## Instructions to follow
Your task is to find every line of the listing that includes "name" and copy it.

## Task input
==================================================

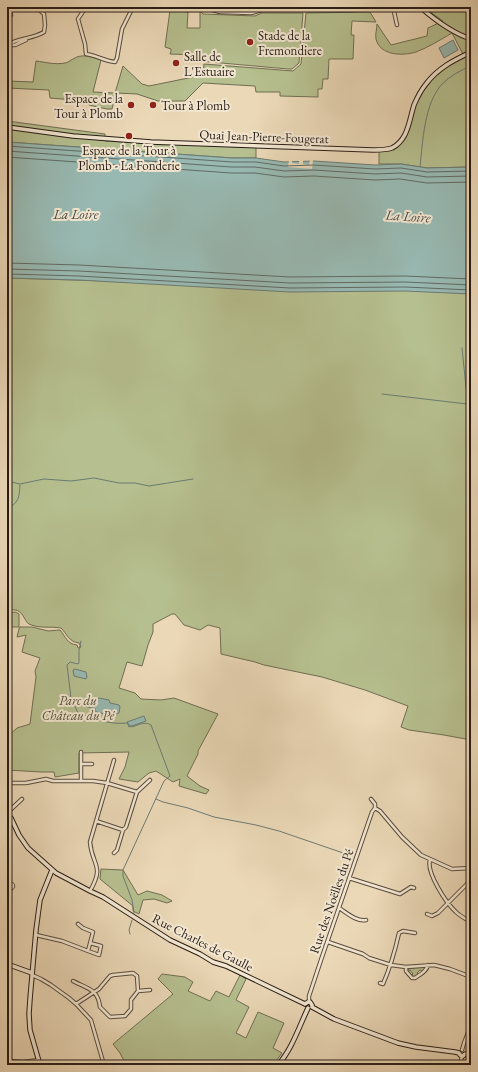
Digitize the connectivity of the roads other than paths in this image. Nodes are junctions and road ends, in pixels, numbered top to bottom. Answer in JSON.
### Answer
{"nodes":[{"id":1,"x":8,"y":7,"type":"edge"},
{"id":2,"x":36,"y":7,"type":"edge"},
{"id":3,"x":86,"y":7,"type":"edge"},
{"id":4,"x":133,"y":7,"type":"edge"},
{"id":5,"x":176,"y":7,"type":"edge"},
{"id":6,"x":181,"y":7,"type":"edge"},
{"id":7,"x":221,"y":7,"type":"edge"},
{"id":8,"x":239,"y":7,"type":"edge"},
{"id":9,"x":256,"y":7,"type":"edge"},
{"id":10,"x":381,"y":7,"type":"edge"},
{"id":11,"x":393,"y":7,"type":"edge"},
{"id":12,"x":420,"y":7,"type":"edge"},
{"id":13,"x":204,"y":8,"type":"edge"},
{"id":14,"x":277,"y":9,"type":"edge"},
{"id":15,"x":301,"y":9,"type":"edge"},
{"id":16,"x":352,"y":9,"type":"edge"},
{"id":17,"x":220,"y":12,"type":"junction"},
{"id":18,"x":256,"y":12,"type":"junction"},
{"id":19,"x":238,"y":13,"type":"junction"},
{"id":20,"x":7,"y":16,"type":"edge"},
{"id":21,"x":397,"y":25,"type":"dead end"},
{"id":22,"x":33,"y":37,"type":"junction"},
{"id":23,"x":471,"y":40,"type":"edge"},
{"id":24,"x":471,"y":52,"type":"edge"},
{"id":25,"x":7,"y":127,"type":"edge"},
{"id":26,"x":81,"y":752,"type":"dead end"},
{"id":27,"x":114,"y":760,"type":"dead end"},
{"id":28,"x":81,"y":764,"type":"junction"},
{"id":29,"x":92,"y":764,"type":"dead end"},
{"id":30,"x":150,"y":780,"type":"dead end"},
{"id":31,"x":81,"y":781,"type":"junction"},
{"id":32,"x":7,"y":783,"type":"edge"},
{"id":33,"x":107,"y":783,"type":"junction"},
{"id":34,"x":137,"y":792,"type":"junction"},
{"id":35,"x":22,"y":799,"type":"dead end"},
{"id":36,"x":371,"y":799,"type":"dead end"},
{"id":37,"x":7,"y":802,"type":"edge"},
{"id":38,"x":376,"y":808,"type":"junction"},
{"id":39,"x":7,"y":814,"type":"edge"},
{"id":40,"x":96,"y":821,"type":"junction"},
{"id":41,"x":123,"y":830,"type":"junction"},
{"id":42,"x":114,"y":853,"type":"dead end"},
{"id":43,"x":430,"y":860,"type":"junction"},
{"id":44,"x":471,"y":868,"type":"edge"},
{"id":45,"x":52,"y":870,"type":"junction"},
{"id":46,"x":349,"y":878,"type":"junction"},
{"id":47,"x":471,"y":880,"type":"edge"},
{"id":48,"x":9,"y":886,"type":"edge"},
{"id":49,"x":414,"y":888,"type":"dead end"},
{"id":50,"x":90,"y":892,"type":"junction"},
{"id":51,"x":7,"y":902,"type":"edge"},
{"id":52,"x":448,"y":903,"type":"junction"},
{"id":53,"x":339,"y":908,"type":"junction"},
{"id":54,"x":427,"y":914,"type":"dead end"},
{"id":55,"x":366,"y":920,"type":"dead end"},
{"id":56,"x":471,"y":922,"type":"edge"},
{"id":57,"x":78,"y":924,"type":"dead end"},
{"id":58,"x":416,"y":933,"type":"dead end"},
{"id":59,"x":35,"y":935,"type":"junction"},
{"id":60,"x":328,"y":942,"type":"junction"},
{"id":61,"x":90,"y":943,"type":"junction"},
{"id":62,"x":88,"y":951,"type":"junction"},
{"id":63,"x":7,"y":964,"type":"edge"},
{"id":64,"x":391,"y":965,"type":"junction"},
{"id":65,"x":428,"y":965,"type":"junction"},
{"id":66,"x":406,"y":967,"type":"junction"},
{"id":67,"x":32,"y":974,"type":"junction"},
{"id":68,"x":471,"y":977,"type":"edge"},
{"id":69,"x":73,"y":981,"type":"dead end"},
{"id":70,"x":380,"y":983,"type":"dead end"},
{"id":71,"x":150,"y":990,"type":"dead end"},
{"id":72,"x":138,"y":991,"type":"junction"},
{"id":73,"x":95,"y":992,"type":"junction"},
{"id":74,"x":307,"y":1003,"type":"junction"},
{"id":75,"x":76,"y":1004,"type":"junction"},
{"id":76,"x":310,"y":1008,"type":"junction"},
{"id":77,"x":471,"y":1025,"type":"edge"},
{"id":78,"x":462,"y":1053,"type":"junction"},
{"id":79,"x":471,"y":1054,"type":"edge"},
{"id":80,"x":39,"y":1060,"type":"junction"},
{"id":81,"x":7,"y":1061,"type":"edge"},
{"id":82,"x":405,"y":1063,"type":"dead end"},
{"id":83,"x":40,"y":1065,"type":"edge"},
{"id":84,"x":104,"y":1065,"type":"edge"},
{"id":85,"x":278,"y":1065,"type":"edge"},
{"id":86,"x":410,"y":1065,"type":"edge"},
{"id":87,"x":414,"y":1065,"type":"edge"},
{"id":88,"x":460,"y":1065,"type":"edge"}],
"edges":[{"from":1,"to":20,"type":"street"},
{"from":2,"to":22,"type":"street"},
{"from":3,"to":4,"type":"street"},
{"from":5,"to":6,"type":"street"},
{"from":6,"to":13,"type":"street"},
{"from":7,"to":17,"type":"street"},
{"from":8,"to":19,"type":"street"},
{"from":9,"to":18,"type":"street"},
{"from":10,"to":16,"type":"street"},
{"from":11,"to":21,"type":"street"},
{"from":12,"to":23,"type":"main road"},
{"from":13,"to":17,"type":"street"},
{"from":14,"to":15,"type":"street"},
{"from":14,"to":18,"type":"street"},
{"from":15,"to":16,"type":"street"},
{"from":17,"to":19,"type":"street"},
{"from":18,"to":19,"type":"street"},
{"from":22,"to":22,"type":"street"},
{"from":24,"to":25,"type":"main road","name":"Quai Jean-Pierre-Fougerat"},
{"from":26,"to":28,"type":"street"},
{"from":27,"to":33,"type":"street"},
{"from":28,"to":29,"type":"street"},
{"from":28,"to":31,"type":"street"},
{"from":30,"to":34,"type":"street"},
{"from":31,"to":32,"type":"street"},
{"from":31,"to":33,"type":"street"},
{"from":32,"to":37,"type":"street"},
{"from":33,"to":34,"type":"street"},
{"from":33,"to":40,"type":"street"},
{"from":34,"to":41,"type":"street"},
{"from":35,"to":39,"type":"street"},
{"from":36,"to":38,"type":"street"},
{"from":38,"to":43,"type":"street"},
{"from":38,"to":46,"type":"street","name":"Rue des Noëlles du Pé"},
{"from":39,"to":45,"type":"main road","name":"Rue Charles de Gaulle"},
{"from":40,"to":41,"type":"street"},
{"from":40,"to":50,"type":"street"},
{"from":41,"to":42,"type":"street"},
{"from":43,"to":44,"type":"street"},
{"from":43,"to":52,"type":"street"},
{"from":45,"to":50,"type":"main road","name":"Rue Charles de Gaulle"},
{"from":45,"to":59,"type":"main road"},
{"from":46,"to":49,"type":"street"},
{"from":46,"to":53,"type":"street","name":"Rue des Noëlles du Pé"},
{"from":47,"to":52,"type":"street"},
{"from":48,"to":51,"type":"street"},
{"from":50,"to":74,"type":"main road","name":"Rue Charles de Gaulle"},
{"from":52,"to":54,"type":"street"},
{"from":52,"to":56,"type":"street"},
{"from":53,"to":55,"type":"street"},
{"from":53,"to":60,"type":"street","name":"Rue des Noëlles du Pé"},
{"from":57,"to":61,"type":"street"},
{"from":58,"to":64,"type":"street"},
{"from":59,"to":62,"type":"street"},
{"from":59,"to":67,"type":"main road"},
{"from":60,"to":64,"type":"street"},
{"from":60,"to":74,"type":"street","name":"Rue des Noëlles du Pé"},
{"from":61,"to":62,"type":"street"},
{"from":61,"to":62,"type":"street"},
{"from":63,"to":67,"type":"main road"},
{"from":64,"to":66,"type":"street"},
{"from":64,"to":70,"type":"street"},
{"from":65,"to":66,"type":"street"},
{"from":65,"to":66,"type":"street"},
{"from":65,"to":68,"type":"street"},
{"from":67,"to":75,"type":"street"},
{"from":67,"to":80,"type":"main road"},
{"from":69,"to":73,"type":"street"},
{"from":71,"to":72,"type":"street"},
{"from":72,"to":73,"type":"street"},
{"from":72,"to":73,"type":"street"},
{"from":73,"to":75,"type":"street"},
{"from":74,"to":76,"type":"main road"},
{"from":75,"to":84,"type":"street"},
{"from":76,"to":78,"type":"main road"},
{"from":76,"to":85,"type":"main road"},
{"from":77,"to":78,"type":"street"},
{"from":78,"to":79,"type":"main road"},
{"from":78,"to":88,"type":"street"},
{"from":80,"to":81,"type":"street"},
{"from":80,"to":83,"type":"main road"},
{"from":82,"to":86,"type":"street"},
{"from":86,"to":87,"type":"street"}]}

==================================================

## Solution for this exercise
{"from":24,"to":25,"type":"main road","name":"Quai Jean-Pierre-Fougerat"},
{"from":38,"to":46,"type":"street","name":"Rue des Noëlles du Pé"},
{"from":39,"to":45,"type":"main road","name":"Rue Charles de Gaulle"},
{"from":45,"to":50,"type":"main road","name":"Rue Charles de Gaulle"},
{"from":46,"to":53,"type":"street","name":"Rue des Noëlles du Pé"},
{"from":50,"to":74,"type":"main road","name":"Rue Charles de Gaulle"},
{"from":53,"to":60,"type":"street","name":"Rue des Noëlles du Pé"},
{"from":60,"to":74,"type":"street","name":"Rue des Noëlles du Pé"},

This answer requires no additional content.